RECORDS SHOWN Start Marker

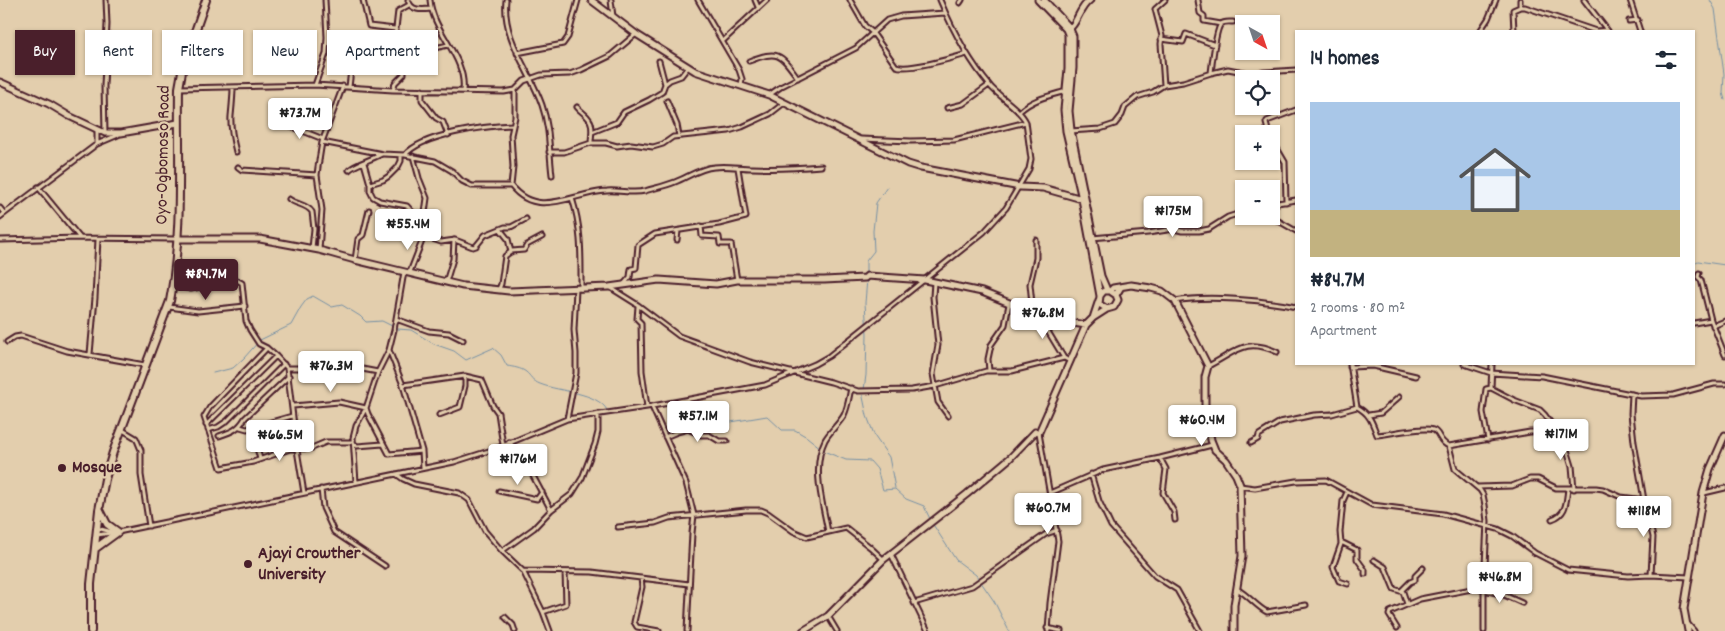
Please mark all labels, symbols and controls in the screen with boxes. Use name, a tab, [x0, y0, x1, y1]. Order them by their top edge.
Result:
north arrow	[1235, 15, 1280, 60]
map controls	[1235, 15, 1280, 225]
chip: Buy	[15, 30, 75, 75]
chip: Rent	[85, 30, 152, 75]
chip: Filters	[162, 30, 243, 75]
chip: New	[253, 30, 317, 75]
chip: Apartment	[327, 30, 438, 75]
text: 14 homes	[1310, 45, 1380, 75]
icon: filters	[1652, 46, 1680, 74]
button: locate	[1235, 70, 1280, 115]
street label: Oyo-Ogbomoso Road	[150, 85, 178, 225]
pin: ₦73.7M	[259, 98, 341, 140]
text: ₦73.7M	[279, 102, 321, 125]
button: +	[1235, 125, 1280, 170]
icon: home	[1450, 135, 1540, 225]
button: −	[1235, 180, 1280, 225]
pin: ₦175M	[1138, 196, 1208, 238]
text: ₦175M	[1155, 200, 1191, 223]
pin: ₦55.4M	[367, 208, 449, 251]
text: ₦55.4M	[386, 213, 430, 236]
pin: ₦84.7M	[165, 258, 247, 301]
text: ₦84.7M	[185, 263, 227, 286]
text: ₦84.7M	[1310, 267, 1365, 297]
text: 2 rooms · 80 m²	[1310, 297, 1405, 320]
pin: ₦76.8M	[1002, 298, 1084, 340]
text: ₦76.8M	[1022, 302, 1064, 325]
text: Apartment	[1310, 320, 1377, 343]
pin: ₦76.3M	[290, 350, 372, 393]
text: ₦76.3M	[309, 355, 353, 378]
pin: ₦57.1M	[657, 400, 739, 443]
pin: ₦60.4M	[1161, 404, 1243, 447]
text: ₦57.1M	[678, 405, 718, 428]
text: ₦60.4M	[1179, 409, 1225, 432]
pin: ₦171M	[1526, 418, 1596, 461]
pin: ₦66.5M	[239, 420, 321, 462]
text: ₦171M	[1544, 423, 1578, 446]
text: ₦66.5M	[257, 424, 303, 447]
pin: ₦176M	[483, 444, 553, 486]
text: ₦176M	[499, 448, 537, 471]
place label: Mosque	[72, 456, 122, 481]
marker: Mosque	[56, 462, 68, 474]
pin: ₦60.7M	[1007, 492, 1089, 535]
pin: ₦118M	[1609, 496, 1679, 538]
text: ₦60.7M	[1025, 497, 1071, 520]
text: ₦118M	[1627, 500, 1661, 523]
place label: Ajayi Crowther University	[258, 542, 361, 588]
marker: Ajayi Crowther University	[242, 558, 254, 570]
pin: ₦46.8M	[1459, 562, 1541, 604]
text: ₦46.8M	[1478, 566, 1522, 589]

RECORDS SHOWN End Marker

ABOUT THIS EXERCISE ->
Would you return all of the data above word for word, omitting every picture?

SOLUTION BELOW ->
Please mark all labels, symbols and controls in the screen with boxes. Use name, a tab, [x0, y0, x1, y1]. Order them by their top edge.
Result:
north arrow	[1235, 15, 1280, 60]
map controls	[1235, 15, 1280, 225]
chip: Buy	[15, 30, 75, 75]
chip: Rent	[85, 30, 152, 75]
chip: Filters	[162, 30, 243, 75]
chip: New	[253, 30, 317, 75]
chip: Apartment	[327, 30, 438, 75]
text: 14 homes	[1310, 45, 1380, 75]
icon: filters	[1652, 46, 1680, 74]
button: locate	[1235, 70, 1280, 115]
street label: Oyo-Ogbomoso Road	[150, 85, 178, 225]
pin: ₦73.7M	[259, 98, 341, 140]
text: ₦73.7M	[279, 102, 321, 125]
button: +	[1235, 125, 1280, 170]
icon: home	[1450, 135, 1540, 225]
button: −	[1235, 180, 1280, 225]
pin: ₦175M	[1138, 196, 1208, 238]
text: ₦175M	[1155, 200, 1191, 223]
pin: ₦55.4M	[367, 208, 449, 251]
text: ₦55.4M	[386, 213, 430, 236]
pin: ₦84.7M	[165, 258, 247, 301]
text: ₦84.7M	[185, 263, 227, 286]
text: ₦84.7M	[1310, 267, 1365, 297]
text: 2 rooms · 80 m²	[1310, 297, 1405, 320]
pin: ₦76.8M	[1002, 298, 1084, 340]
text: ₦76.8M	[1022, 302, 1064, 325]
text: Apartment	[1310, 320, 1377, 343]
pin: ₦76.3M	[290, 350, 372, 393]
text: ₦76.3M	[309, 355, 353, 378]
pin: ₦57.1M	[657, 400, 739, 443]
pin: ₦60.4M	[1161, 404, 1243, 447]
text: ₦57.1M	[678, 405, 718, 428]
text: ₦60.4M	[1179, 409, 1225, 432]
pin: ₦171M	[1526, 418, 1596, 461]
pin: ₦66.5M	[239, 420, 321, 462]
text: ₦171M	[1544, 423, 1578, 446]
text: ₦66.5M	[257, 424, 303, 447]
pin: ₦176M	[483, 444, 553, 486]
text: ₦176M	[499, 448, 537, 471]
place label: Mosque	[72, 456, 122, 481]
marker: Mosque	[56, 462, 68, 474]
pin: ₦60.7M	[1007, 492, 1089, 535]
pin: ₦118M	[1609, 496, 1679, 538]
text: ₦60.7M	[1025, 497, 1071, 520]
text: ₦118M	[1627, 500, 1661, 523]
place label: Ajayi Crowther University	[258, 542, 361, 588]
marker: Ajayi Crowther University	[242, 558, 254, 570]
pin: ₦46.8M	[1459, 562, 1541, 604]
text: ₦46.8M	[1478, 566, 1522, 589]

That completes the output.